Please forgive my sloppy nomenclature. You are correct, my words "tap" and "coefficient" mean the same thing. And yes, you'll need to store 21*21=441 coefficients in order to use Frerking's technique. Even though your original 21-coefficient FIR filter will be symmetric, I don't think there's a way to reduce that 441 value by a factor of two, but I'd have to think more about that.

Hi Rick,

Thanks - no problem I just wanted to clarify that they were indeed the same. Do you have any references I could look at to learn about /learn how to implement Frerking's technique?

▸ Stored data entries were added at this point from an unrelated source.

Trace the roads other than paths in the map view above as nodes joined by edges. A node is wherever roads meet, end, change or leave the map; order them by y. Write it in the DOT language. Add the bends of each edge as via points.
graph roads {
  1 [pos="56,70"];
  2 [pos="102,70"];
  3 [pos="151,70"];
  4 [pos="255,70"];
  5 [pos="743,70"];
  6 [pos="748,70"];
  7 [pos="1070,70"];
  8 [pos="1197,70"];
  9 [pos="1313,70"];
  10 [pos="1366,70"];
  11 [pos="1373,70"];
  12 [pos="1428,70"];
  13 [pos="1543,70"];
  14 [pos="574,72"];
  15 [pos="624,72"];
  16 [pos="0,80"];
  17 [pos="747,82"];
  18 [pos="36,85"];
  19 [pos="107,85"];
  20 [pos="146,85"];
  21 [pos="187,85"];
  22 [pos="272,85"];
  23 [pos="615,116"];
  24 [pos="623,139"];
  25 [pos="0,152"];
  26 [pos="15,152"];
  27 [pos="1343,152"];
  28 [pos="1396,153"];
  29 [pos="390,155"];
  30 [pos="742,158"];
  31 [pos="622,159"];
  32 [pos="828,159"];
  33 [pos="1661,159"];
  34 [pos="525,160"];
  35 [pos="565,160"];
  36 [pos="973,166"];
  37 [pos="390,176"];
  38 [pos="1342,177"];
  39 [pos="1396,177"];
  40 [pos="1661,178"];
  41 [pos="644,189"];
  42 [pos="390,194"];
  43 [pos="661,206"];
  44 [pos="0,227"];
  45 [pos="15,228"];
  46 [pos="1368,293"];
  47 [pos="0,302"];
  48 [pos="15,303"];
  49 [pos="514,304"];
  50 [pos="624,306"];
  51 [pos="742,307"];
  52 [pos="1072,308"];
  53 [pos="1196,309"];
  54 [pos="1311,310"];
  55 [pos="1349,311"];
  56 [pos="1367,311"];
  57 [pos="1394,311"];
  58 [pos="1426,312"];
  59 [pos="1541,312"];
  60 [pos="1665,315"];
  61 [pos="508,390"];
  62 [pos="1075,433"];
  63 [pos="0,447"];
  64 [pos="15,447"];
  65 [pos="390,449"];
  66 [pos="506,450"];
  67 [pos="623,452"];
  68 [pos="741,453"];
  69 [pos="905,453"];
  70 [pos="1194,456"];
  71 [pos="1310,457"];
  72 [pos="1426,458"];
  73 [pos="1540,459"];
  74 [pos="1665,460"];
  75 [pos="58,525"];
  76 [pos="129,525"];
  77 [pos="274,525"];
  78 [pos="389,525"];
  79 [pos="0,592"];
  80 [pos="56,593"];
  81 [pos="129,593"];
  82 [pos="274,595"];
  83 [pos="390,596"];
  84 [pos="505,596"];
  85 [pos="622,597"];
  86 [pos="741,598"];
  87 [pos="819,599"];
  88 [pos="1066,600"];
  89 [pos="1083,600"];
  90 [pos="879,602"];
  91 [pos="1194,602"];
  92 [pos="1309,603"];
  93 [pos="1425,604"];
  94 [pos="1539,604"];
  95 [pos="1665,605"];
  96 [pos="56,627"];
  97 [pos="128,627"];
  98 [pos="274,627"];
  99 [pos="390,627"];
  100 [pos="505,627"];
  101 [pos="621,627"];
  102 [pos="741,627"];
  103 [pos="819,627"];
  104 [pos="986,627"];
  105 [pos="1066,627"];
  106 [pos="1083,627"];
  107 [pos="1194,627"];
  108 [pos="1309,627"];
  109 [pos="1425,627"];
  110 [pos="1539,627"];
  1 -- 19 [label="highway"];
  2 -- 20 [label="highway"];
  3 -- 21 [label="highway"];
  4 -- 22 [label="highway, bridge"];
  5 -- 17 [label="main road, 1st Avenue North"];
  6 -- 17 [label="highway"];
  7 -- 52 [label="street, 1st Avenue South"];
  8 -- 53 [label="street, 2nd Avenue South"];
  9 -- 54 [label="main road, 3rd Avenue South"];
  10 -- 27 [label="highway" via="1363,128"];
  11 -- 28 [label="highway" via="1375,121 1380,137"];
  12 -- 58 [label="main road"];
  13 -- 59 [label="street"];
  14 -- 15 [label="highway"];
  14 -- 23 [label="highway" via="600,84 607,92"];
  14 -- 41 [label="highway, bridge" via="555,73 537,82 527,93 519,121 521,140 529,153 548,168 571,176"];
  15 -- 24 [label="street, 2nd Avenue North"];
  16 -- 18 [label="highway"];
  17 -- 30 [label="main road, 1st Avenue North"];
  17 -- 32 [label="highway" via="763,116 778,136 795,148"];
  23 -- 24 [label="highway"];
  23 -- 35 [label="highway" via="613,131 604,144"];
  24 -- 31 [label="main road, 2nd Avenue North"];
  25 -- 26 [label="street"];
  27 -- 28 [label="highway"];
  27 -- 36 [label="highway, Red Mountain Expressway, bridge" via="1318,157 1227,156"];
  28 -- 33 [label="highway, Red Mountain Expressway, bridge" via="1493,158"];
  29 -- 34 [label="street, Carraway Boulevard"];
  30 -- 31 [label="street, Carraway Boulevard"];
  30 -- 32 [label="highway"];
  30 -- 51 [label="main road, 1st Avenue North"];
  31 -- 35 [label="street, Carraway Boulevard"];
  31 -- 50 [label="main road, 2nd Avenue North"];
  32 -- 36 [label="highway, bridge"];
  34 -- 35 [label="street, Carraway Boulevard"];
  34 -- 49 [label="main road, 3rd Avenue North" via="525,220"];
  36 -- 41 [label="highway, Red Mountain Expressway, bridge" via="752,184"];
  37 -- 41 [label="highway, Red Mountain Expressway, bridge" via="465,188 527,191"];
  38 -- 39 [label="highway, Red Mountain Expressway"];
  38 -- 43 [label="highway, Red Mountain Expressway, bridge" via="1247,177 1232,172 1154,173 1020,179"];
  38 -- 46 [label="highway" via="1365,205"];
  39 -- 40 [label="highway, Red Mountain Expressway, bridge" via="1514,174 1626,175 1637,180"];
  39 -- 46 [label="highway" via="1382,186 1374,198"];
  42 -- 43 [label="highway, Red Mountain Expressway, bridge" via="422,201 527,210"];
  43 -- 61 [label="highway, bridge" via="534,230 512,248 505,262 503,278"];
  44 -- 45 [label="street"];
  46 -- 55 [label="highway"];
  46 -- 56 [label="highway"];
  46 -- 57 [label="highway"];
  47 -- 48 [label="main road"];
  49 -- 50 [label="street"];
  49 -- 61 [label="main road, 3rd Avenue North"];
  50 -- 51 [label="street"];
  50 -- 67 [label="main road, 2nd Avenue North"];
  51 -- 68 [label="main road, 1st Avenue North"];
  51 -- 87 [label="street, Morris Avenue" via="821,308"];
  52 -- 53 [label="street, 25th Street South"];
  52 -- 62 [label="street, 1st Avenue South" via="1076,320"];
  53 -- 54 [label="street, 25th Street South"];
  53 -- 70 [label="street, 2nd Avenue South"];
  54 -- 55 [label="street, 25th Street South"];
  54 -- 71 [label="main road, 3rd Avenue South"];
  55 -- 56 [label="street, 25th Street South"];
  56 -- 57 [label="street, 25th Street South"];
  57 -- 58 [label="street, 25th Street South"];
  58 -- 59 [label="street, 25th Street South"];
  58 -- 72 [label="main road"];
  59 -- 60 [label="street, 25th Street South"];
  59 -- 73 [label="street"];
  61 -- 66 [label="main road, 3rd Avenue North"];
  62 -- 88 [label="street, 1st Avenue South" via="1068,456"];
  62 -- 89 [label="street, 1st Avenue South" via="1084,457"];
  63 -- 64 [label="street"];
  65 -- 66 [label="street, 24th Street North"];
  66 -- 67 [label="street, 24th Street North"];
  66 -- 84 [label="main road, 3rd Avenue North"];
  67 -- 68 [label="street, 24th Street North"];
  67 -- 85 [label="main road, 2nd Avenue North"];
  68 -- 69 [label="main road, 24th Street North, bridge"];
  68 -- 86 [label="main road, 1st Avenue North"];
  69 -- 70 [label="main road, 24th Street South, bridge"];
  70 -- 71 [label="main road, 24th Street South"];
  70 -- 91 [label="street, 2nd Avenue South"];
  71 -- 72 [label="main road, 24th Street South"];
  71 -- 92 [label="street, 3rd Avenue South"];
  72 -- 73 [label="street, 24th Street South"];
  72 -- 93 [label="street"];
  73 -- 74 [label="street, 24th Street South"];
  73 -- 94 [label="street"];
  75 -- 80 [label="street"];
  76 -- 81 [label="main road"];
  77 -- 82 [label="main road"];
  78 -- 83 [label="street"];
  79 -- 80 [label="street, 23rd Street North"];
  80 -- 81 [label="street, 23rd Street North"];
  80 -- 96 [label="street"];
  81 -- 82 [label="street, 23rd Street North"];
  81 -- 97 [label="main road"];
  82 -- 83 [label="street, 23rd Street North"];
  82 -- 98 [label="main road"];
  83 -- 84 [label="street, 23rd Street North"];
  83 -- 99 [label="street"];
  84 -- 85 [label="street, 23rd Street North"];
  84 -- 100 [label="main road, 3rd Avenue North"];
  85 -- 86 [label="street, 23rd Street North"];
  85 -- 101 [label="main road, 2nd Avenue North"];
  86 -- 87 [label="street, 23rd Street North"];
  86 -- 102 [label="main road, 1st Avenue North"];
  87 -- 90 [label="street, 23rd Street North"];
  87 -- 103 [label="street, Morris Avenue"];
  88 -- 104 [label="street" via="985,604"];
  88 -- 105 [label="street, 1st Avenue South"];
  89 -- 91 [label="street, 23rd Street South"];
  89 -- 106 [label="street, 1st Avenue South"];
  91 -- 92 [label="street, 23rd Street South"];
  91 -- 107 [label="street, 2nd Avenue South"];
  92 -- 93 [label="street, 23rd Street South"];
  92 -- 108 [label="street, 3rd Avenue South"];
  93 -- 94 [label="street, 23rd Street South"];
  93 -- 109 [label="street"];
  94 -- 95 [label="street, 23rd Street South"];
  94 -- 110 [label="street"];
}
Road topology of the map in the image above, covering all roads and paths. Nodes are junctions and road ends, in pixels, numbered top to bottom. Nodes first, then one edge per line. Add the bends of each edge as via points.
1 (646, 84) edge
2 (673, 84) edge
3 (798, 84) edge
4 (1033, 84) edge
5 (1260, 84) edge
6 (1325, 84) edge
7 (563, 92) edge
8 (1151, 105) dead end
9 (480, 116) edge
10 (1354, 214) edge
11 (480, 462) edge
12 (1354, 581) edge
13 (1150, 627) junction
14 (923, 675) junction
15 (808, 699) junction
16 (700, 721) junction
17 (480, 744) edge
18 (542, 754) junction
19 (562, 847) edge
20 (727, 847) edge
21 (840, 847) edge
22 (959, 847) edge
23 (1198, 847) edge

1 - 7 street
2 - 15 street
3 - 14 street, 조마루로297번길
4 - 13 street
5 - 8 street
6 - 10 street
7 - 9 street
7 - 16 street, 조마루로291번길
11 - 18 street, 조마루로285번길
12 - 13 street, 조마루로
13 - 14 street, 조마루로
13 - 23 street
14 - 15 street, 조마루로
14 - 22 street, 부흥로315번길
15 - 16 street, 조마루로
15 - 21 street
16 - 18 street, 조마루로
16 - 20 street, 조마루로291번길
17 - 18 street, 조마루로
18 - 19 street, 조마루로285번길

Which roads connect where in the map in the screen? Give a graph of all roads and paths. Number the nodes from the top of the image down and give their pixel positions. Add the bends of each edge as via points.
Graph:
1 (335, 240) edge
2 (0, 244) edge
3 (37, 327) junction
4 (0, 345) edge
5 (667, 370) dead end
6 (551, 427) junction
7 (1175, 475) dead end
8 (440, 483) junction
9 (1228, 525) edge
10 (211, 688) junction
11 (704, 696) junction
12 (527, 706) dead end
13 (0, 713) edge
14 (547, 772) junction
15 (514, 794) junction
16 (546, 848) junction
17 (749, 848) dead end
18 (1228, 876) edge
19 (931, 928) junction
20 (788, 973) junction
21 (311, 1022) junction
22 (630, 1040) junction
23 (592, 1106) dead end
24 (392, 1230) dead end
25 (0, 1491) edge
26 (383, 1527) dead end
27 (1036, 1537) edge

This is for a radar application and our frequencies will be hopping around and only known at run-time, so I'm not sure it will be possible to have integer submultiples of the sampling rate.

Hi Kevin,

I was thinking of scanning the few pages from my copy of Frerking's book that discuss this topic, and sending you that material. But I was lucky. I found Frerking's material regarding that topic at:

I'm thinkin' about trying to implement (model) Frerking's scheme using MATLAB software. Just to see if I can make his method work.

By the way, let me correct an earlier misconception of mine. If your desired FIR filter has, say, 21 taps, then you'll need to store K sets of coefficients where each set contains 21 coefficients. It appears to me that the value of integer K decreases as your decimation factor increases. However, the value of integer K increases as your translation frequency decreases. My my. More study is needed on my part.

[-Rick-]

Hi Rick,

Thanks for the reference. It appears we may have to buy that book as the valid pages are blanked out by google, still - good to know that it is out there!

It will take us some time to digest this new information I think... A lot more study is needed on our part!

Kevin,

Frerking's book is out of print. I'll scan my copy of that book's appropriate pages for you. Send me a private e-mail at:

R_dot_Lyons_@_ieee_dot_org.

I'm working to write my own MATLAB code to implement Frerking's "frequency translating FIR filter."

Hi Kevin,

Regarding the text you quoted in your original post,

"In general the signal(s) of interest are not at baseband, ...",

can you tell from where that quote came? Is that quote from somewhere on the Internet so that I can learn who wrote it and read what else they wrote?

Thanks!!